Em um continente latino-americano mutante, o segundo turno das eleições no Equador, que serão realizadas no próximo domingo (2), será um guia. Embora o tema internacional esteja praticamente ausente na campanha, os resultados vão definir tendências e fortalecer alianças continentais.
Se Lenin Moreno, do partido Aliança País ganhar, será fortalecido o projeto de integração regional. Se o ungido presidente for o banqueiro Guillermo Lasso, candidato da aliança de oposição CREO - SUMA, o país sul-americano fortalecerá o pólo continental pró-neoliberal, alinhado com Michel Temer, no Brasil, e por Mauricio Macri, na Argentina.

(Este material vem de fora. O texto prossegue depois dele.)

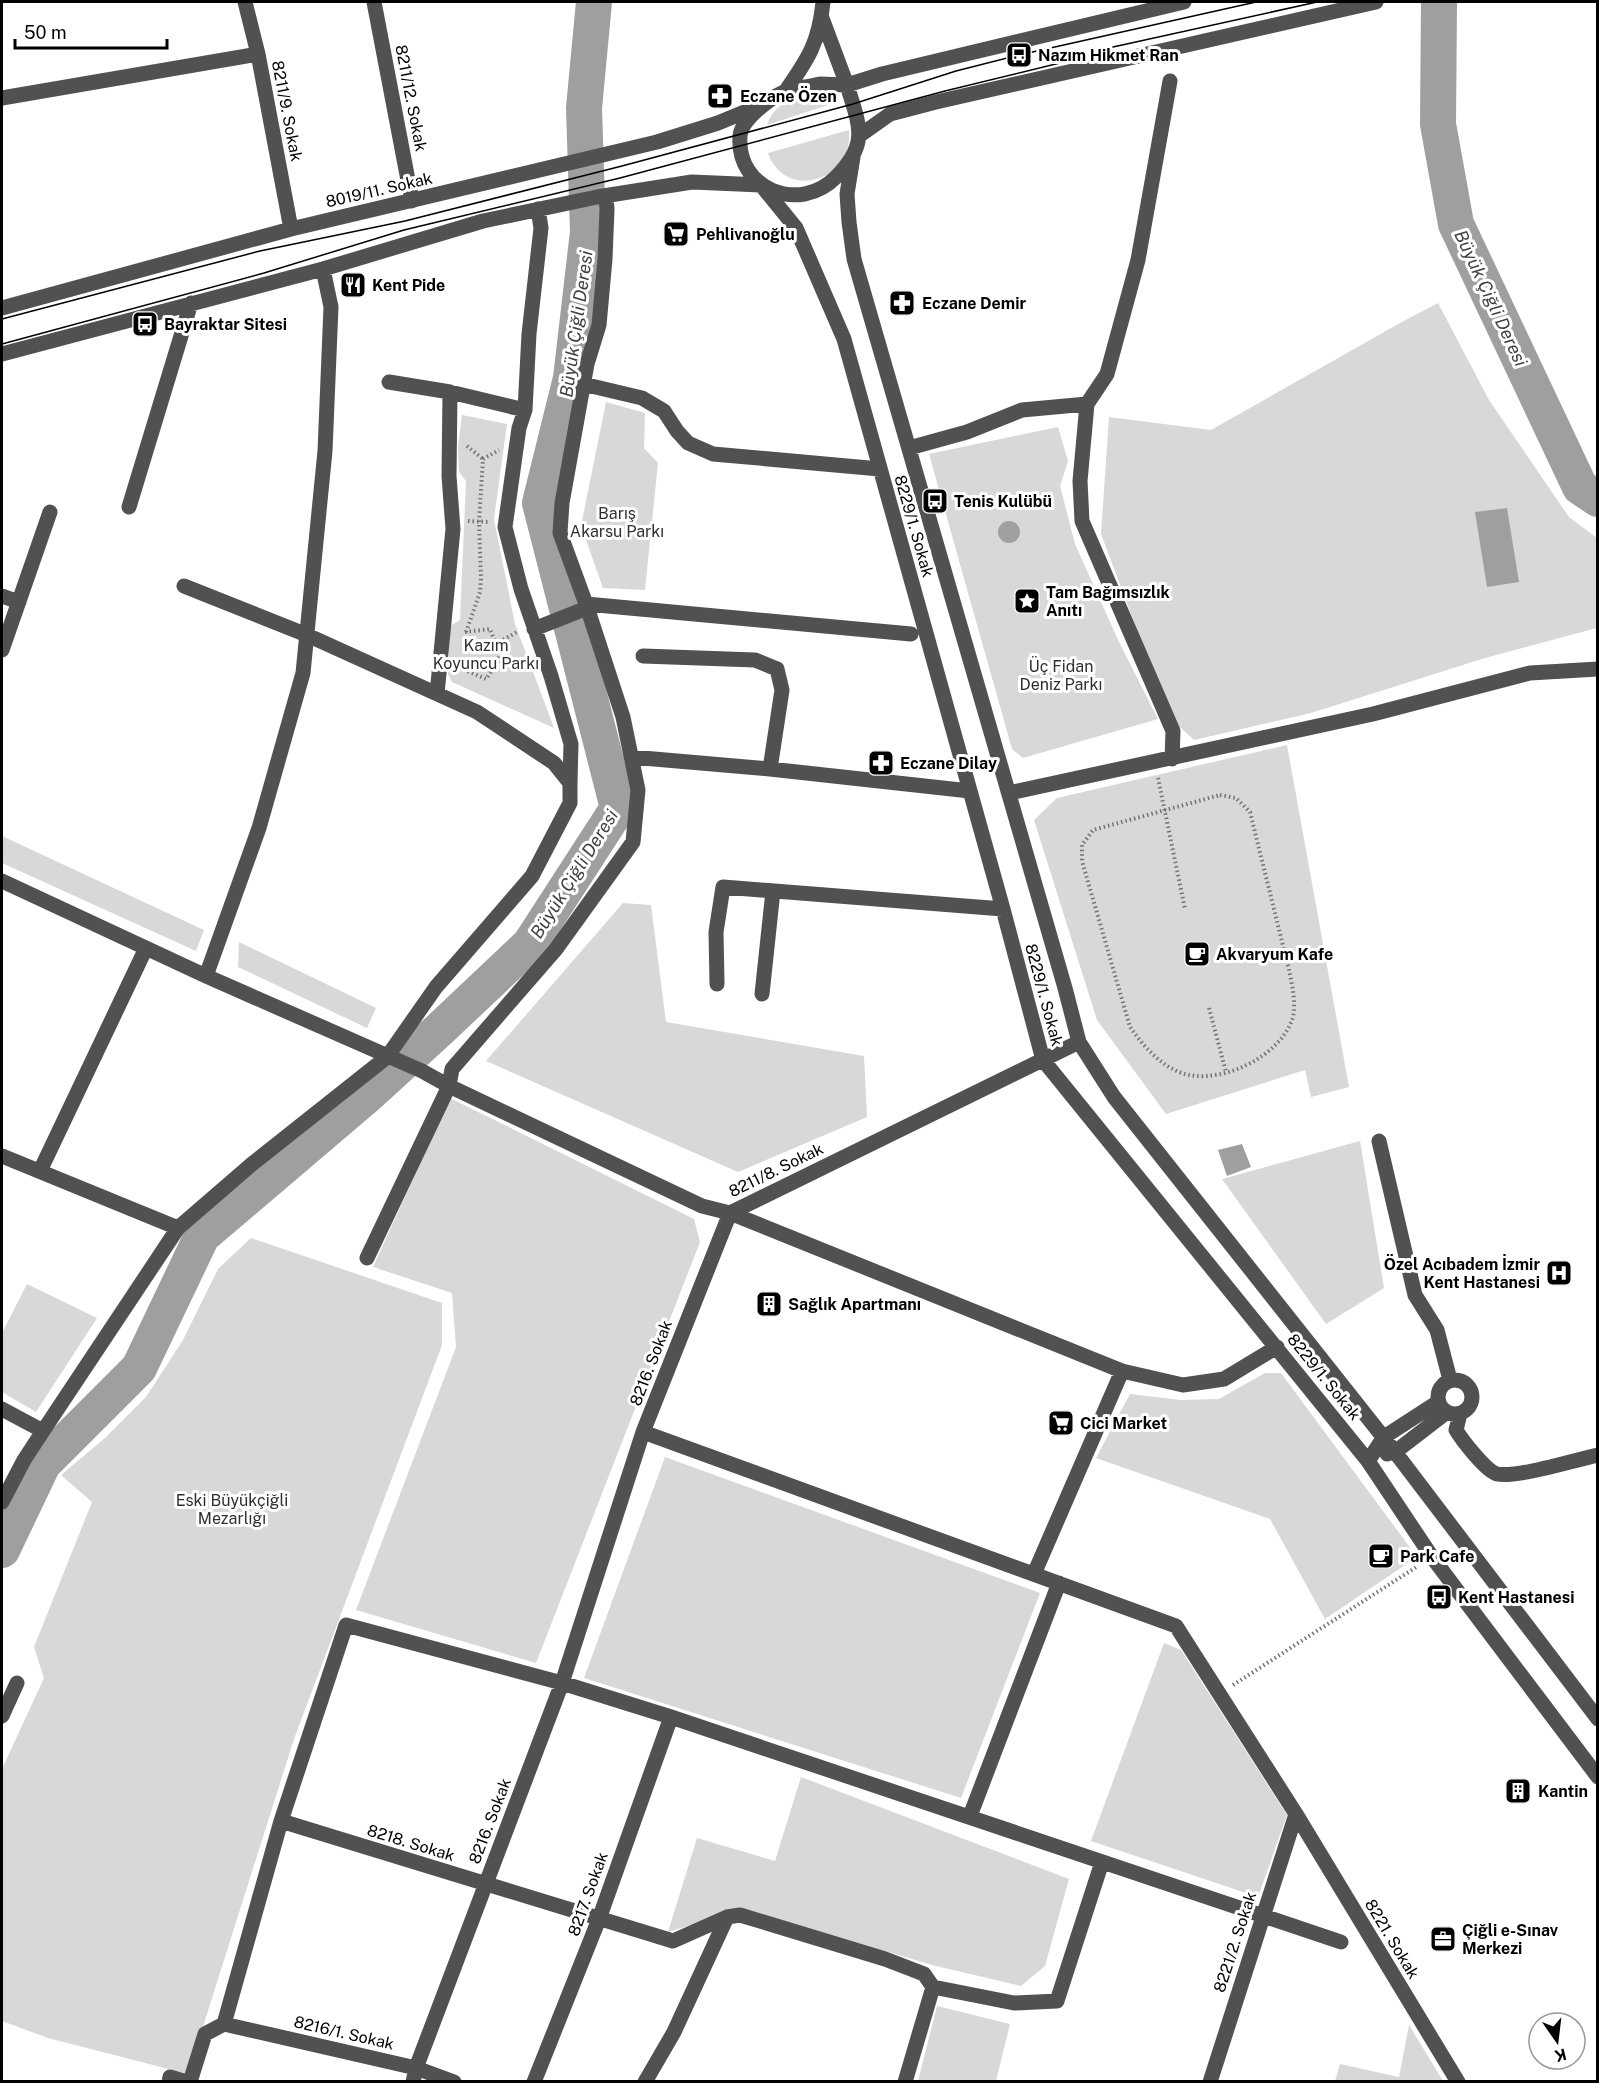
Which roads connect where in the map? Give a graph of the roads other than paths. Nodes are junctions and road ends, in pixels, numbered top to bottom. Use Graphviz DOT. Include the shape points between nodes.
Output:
graph roads {
  1 [pos="245,2"];
  2 [pos="374,2"];
  3 [pos="823,2"];
  4 [pos="1184,2"];
  5 [pos="1376,2"];
  6 [pos="822,18"];
  7 [pos="258,54"];
  8 [pos="1170,81"];
  9 [pos="847,85"];
  10 [pos="785,92"];
  11 [pos="2,98"];
  12 [pos="764,104"];
  13 [pos="859,136"];
  14 [pos="853,157"];
  15 [pos="761,185"];
  16 [pos="601,196"];
  17 [pos="412,201"];
  18 [pos="538,209"];
  19 [pos="291,229"];
  20 [pos="323,269"];
  21 [pos="191,303"];
  22 [pos="2,308"];
  23 [pos="2,354"];
  24 [pos="389,382"];
  25 [pos="583,384"];
  26 [pos="450,392"];
  27 [pos="1087,404"];
  28 [pos="525,410"];
  29 [pos="909,448"];
  30 [pos="880,469"];
  31 [pos="129,507"];
  32 [pos="50,512"];
  33 [pos="184,586"];
  34 [pos="2,596"];
  35 [pos="19,602"];
  36 [pos="587,606"];
  37 [pos="533,626"];
  38 [pos="911,634"];
  39 [pos="307,635"];
  40 [pos="2,650"];
  41 [pos="643,656"];
  42 [pos="1598,669"];
  43 [pos="437,693"];
  44 [pos="631,757"];
  45 [pos="1172,759"];
  46 [pos="770,769"];
  47 [pos="570,783"];
  48 [pos="970,791"];
  49 [pos="1009,793"];
  50 [pos="2,881"];
  51 [pos="773,891"];
  52 [pos="1003,909"];
  53 [pos="146,948"];
  54 [pos="207,976"];
  55 [pos="717,984"];
  56 [pos="762,994"];
  57 [pos="1079,1042"];
  58 [pos="387,1056"];
  59 [pos="1043,1060"];
  60 [pos="449,1086"];
  61 [pos="1379,1141"];
  62 [pos="2,1155"];
  63 [pos="40,1171"];
  64 [pos="730,1213"];
  65 [pos="178,1228"];
  66 [pos="367,1257"];
  67 [pos="1277,1347"];
  68 [pos="1122,1371"];
  69 [pos="1450,1380"];
  70 [pos="2,1409"];
  71 [pos="1448,1409"];
  72 [pos="43,1431"];
  73 [pos="644,1432"];
  74 [pos="1384,1437"];
  75 [pos="1395,1452"];
  76 [pos="1598,1455"];
  77 [pos="1368,1461"];
  78 [pos="2,1502"];
  79 [pos="1034,1574"];
  80 [pos="1059,1583"];
  81 [pos="17,1683"];
  82 [pos="562,1683"];
  83 [pos="2,1716"];
  84 [pos="671,1717"];
  85 [pos="1598,1719"];
  86 [pos="1598,1777"];
  87 [pos="1296,1814"];
  88 [pos="970,1816"];
  89 [pos="281,1821"];
  90 [pos="1102,1862"];
  91 [pos="485,1885"];
  92 [pos="1263,1914"];
  93 [pos="727,1917"];
  94 [pos="599,1919"];
  95 [pos="1341,1942"];
  96 [pos="933,1987"];
  97 [pos="224,2024"];
  98 [pos="414,2075"];
  99 [pos="169,2082"];
  100 [pos="188,2082"];
  101 [pos="454,2082"];
  102 [pos="534,2082"];
  103 [pos="645,2082"];
  104 [pos="905,2082"];
  105 [pos="1210,2082"];
  106 [pos="1458,2082"];
  1 -- 7 [label="street, 8211/9. Sokak"];
  2 -- 17 [label="street, 8211/12. Sokak"];
  3 -- 6 [label="street"];
  4 -- 9 [label="street"];
  5 -- 13 [label="street" via="936,102 890,114"];
  6 -- 9 [label="street"];
  6 -- 10 [label="street" via="808,60"];
  7 -- 11 [label="street"];
  7 -- 19 [label="street, 8211/9. Sokak"];
  8 -- 27 [label="street" via="1138,260 1107,374"];
  9 -- 10 [label="street" via="820,84"];
  9 -- 13 [label="street" via="858,115"];
  10 -- 12 [label="street"];
  12 -- 15 [label="street" via="740,135 742,156"];
  12 -- 17 [label="street, 8019/11. Sokak" via="657,142"];
  13 -- 14 [label="street"];
  14 -- 15 [label="street" via="828,186 811,194 777,193"];
  14 -- 29 [label="street, 8229/1. Sokak" via="848,194 854,260"];
  15 -- 16 [label="street" via="692,182"];
  15 -- 30 [label="street, 8229/1. Sokak" via="796,228 844,339"];
  16 -- 18 [label="street"];
  16 -- 25 [label="street" via="608,209 599,325"];
  17 -- 19 [label="street, 8019/11. Sokak"];
  18 -- 20 [label="street" via="483,221"];
  18 -- 28 [label="street" via="541,228"];
  19 -- 22 [label="street, 8019/11. Sokak"];
  20 -- 21 [label="street"];
  20 -- 39 [label="street" via="331,307 325,451"];
  21 -- 23 [label="street"];
  21 -- 31 [label="street"];
  24 -- 26 [label="street"];
  25 -- 30 [label="street" via="642,398 664,411 688,443 713,454"];
  25 -- 36 [label="street" via="560,533"];
  26 -- 28 [label="street"];
  26 -- 43 [label="street" via="453,529"];
  27 -- 29 [label="street" via="1022,410 967,432"];
  27 -- 45 [label="street" via="1080,481 1082,521 1173,731"];
  28 -- 37 [label="street" via="506,522"];
  29 -- 49 [label="street, 8229/1. Sokak"];
  30 -- 48 [label="street, 8229/1. Sokak"];
  32 -- 35 [label="street"];
  33 -- 39 [label="street"];
  34 -- 35 [label="street"];
  35 -- 40 [label="street"];
  36 -- 37 [label="street"];
  36 -- 38 [label="street"];
  36 -- 44 [label="street" via="623,717"];
  37 -- 47 [label="street" via="571,744"];
  39 -- 43 [label="street"];
  39 -- 54 [label="street" via="303,673 259,828"];
  41 -- 46 [label="street" via="755,660 777,669 782,690"];
  42 -- 45 [label="street" via="1530,673 1373,714"];
  43 -- 47 [label="street" via="477,712 554,763"];
  44 -- 46 [label="street"];
  44 -- 60 [label="street" via="638,790 633,842 556,949 452,1069"];
  45 -- 49 [label="street"];
  46 -- 48 [label="street"];
  47 -- 58 [label="street" via="570,803 532,876 436,987"];
  48 -- 52 [label="street, 8229/1. Sokak"];
  49 -- 57 [label="street, 8229/1. Sokak"];
  50 -- 53 [label="street, 8211/8. Sokak"];
  51 -- 52 [label="street"];
  51 -- 55 [label="street" via="723,887 716,932"];
  51 -- 56 [label="street"];
  52 -- 59 [label="street, 8229/1. Sokak"];
  53 -- 54 [label="street, 8211/8. Sokak"];
  53 -- 63 [label="street"];
  54 -- 58 [label="street, 8211/8. Sokak"];
  57 -- 59 [label="street, 8211/8. Sokak"];
  57 -- 74 [label="street, 8229/1. Sokak" via="1114,1097"];
  58 -- 60 [label="street, 8211/8. Sokak"];
  58 -- 65 [label="street"];
  59 -- 64 [label="street, 8211/8. Sokak"];
  59 -- 67 [label="street, 8229/1. Sokak"];
  60 -- 64 [label="street, 8211/8. Sokak" via="702,1206"];
  60 -- 66 [label="street"];
  61 -- 69 [label="street" via="1415,1295 1437,1330"];
  62 -- 63 [label="street"];
  63 -- 65 [label="street"];
  64 -- 68 [label="street"];
  64 -- 73 [label="street, 8216. Sokak"];
  65 -- 72 [label="street"];
  67 -- 68 [label="street" via="1224,1379 1183,1385"];
  67 -- 77 [label="street, 8229/1. Sokak"];
  68 -- 79 [label="street"];
  69 -- 71 [label="street" via="1440,1388"];
  69 -- 71 [label="street" via="1464,1381 1472,1392 1471,1405"];
  70 -- 72 [label="street"];
  71 -- 74 [label="street"];
  71 -- 75 [label="street"];
  71 -- 76 [label="street" via="1461,1438 1496,1474 1526,1472"];
  72 -- 78 [label="street"];
  73 -- 79 [label="street, 8221. Sokak"];
  73 -- 82 [label="street, 8216. Sokak"];
  74 -- 75 [label="street, 8229/1. Sokak"];
  74 -- 77 [label="street"];
  75 -- 77 [label="street"];
  75 -- 85 [label="street, 8229/1. Sokak"];
  77 -- 86 [label="street, 8229/1. Sokak" via="1432,1557"];
  79 -- 80 [label="street, 8221. Sokak"];
  80 -- 87 [label="street, 8221. Sokak" via="1176,1626"];
  80 -- 88 [label="street"];
  81 -- 83 [label="street"];
  82 -- 84 [label="street"];
  82 -- 89 [label="street" via="346,1625"];
  82 -- 91 [label="street, 8216. Sokak"];
  84 -- 88 [label="street"];
  84 -- 94 [label="street, 8217. Sokak"];
  87 -- 92 [label="street, 8221/2. Sokak"];
  87 -- 106 [label="street, 8221. Sokak"];
  88 -- 90 [label="street"];
  89 -- 91 [label="street, 8218. Sokak"];
  89 -- 97 [label="street"];
  90 -- 92 [label="street"];
  90 -- 96 [label="street" via="1057,2001 1014,2003"];
  91 -- 94 [label="street, 8218. Sokak"];
  91 -- 98 [label="street, 8216. Sokak"];
  92 -- 95 [label="street"];
  92 -- 105 [label="street, 8221/2. Sokak"];
  93 -- 94 [label="street, 8218. Sokak" via="673,1941"];
  93 -- 96 [label="street" via="740,1915 885,1959 924,1974"];
  93 -- 103 [label="street" via="675,2032"];
  94 -- 102 [label="street, 8217. Sokak"];
  96 -- 104 [label="street"];
  97 -- 98 [label="street, 8216/1. Sokak"];
  97 -- 100 [label="street" via="205,2034"];
  98 -- 101 [label="street, 8216/1. Sokak"];
  99 -- 100 [label="street" via="170,2077"];
}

No primeiro turno, em 19 de fevereiro, Moreno não atingiu os 40% por alguns décimos, mesmo tendo um milhão de votos a mais do que Lasso. Esse índice teria aberto a porta imperial para continuar a linha impulsionada nos últimos dez anos por Rafael Correa na presidência.
Conquistas
Os resultados do próximo domingo poderão ser entendidos como um plebiscito - positivo ou negativo - sobre o progresso promovido por o Rafael Correa e seu projeto "Revolução Cidadã".
Em particular na questão social e no desenvolvimento de obras públicas, estradas, pontes, aeroportos etc. Em um país de quase 14 milhões de habitantes, a pobreza foi reduzida em 6%** e cerca de 2 milhões de seus compatriotas saíram da pobreza extrema. Avanços significativos foram dados na área da saúde pública e 1,2 milhão de novos alunos foram contabilizados.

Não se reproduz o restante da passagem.